(What to do) Lines from the one containing "index mcp: (154, 67)" through the last one in the data below: write them out word for word, and only them.

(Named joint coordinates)
****************************************
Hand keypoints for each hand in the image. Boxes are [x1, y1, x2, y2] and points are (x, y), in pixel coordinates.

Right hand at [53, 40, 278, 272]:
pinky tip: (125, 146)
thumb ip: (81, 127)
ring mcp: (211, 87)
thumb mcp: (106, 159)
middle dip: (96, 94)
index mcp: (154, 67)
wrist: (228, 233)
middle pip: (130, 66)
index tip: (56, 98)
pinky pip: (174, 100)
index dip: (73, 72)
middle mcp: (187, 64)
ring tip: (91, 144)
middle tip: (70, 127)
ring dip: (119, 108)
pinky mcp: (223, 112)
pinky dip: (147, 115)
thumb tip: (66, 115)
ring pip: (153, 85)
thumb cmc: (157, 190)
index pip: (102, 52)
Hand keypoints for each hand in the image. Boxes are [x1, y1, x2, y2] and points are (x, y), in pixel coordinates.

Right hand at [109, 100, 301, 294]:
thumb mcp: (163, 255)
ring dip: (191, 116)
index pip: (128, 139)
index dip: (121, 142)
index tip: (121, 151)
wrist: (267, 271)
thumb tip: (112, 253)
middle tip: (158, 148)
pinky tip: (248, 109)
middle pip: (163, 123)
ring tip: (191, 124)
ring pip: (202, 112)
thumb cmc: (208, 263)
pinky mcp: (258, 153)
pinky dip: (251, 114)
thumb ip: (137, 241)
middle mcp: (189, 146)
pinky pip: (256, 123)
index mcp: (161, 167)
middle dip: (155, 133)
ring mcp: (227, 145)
****************************************
(Answer space)
index mcp: (154, 67)
wrist: (228, 233)
middle pip: (130, 66)
index tip: (56, 98)
pinky pip: (174, 100)
index dip: (73, 72)
middle mcp: (187, 64)
ring tip: (91, 144)
middle tip: (70, 127)
ring dip: (119, 108)
pinky mcp: (223, 112)
pinky dip: (147, 115)
thumb tip: (66, 115)
ring pip: (153, 85)
thumb cmc: (157, 190)
index pip: (102, 52)
Hand keypoints for each hand in the image. Boxes are [x1, y1, x2, y2] and points are (x, y), in pixel coordinates.

Right hand at [109, 100, 301, 294]:
thumb mcp: (163, 255)
ring dip: (191, 116)
index pip: (128, 139)
index dip: (121, 142)
index tip: (121, 151)
wrist: (267, 271)
thumb tip: (112, 253)
middle tip: (158, 148)
pinky tip: (248, 109)
middle pip: (163, 123)
ring tip: (191, 124)
ring pip: (202, 112)
thumb cmc: (208, 263)
pinky mcp: (258, 153)
pinky dip: (251, 114)
thumb ip: (137, 241)
middle mcp: (189, 146)
pinky pip: (256, 123)
index mcp: (161, 167)
middle dip: (155, 133)
ring mcp: (227, 145)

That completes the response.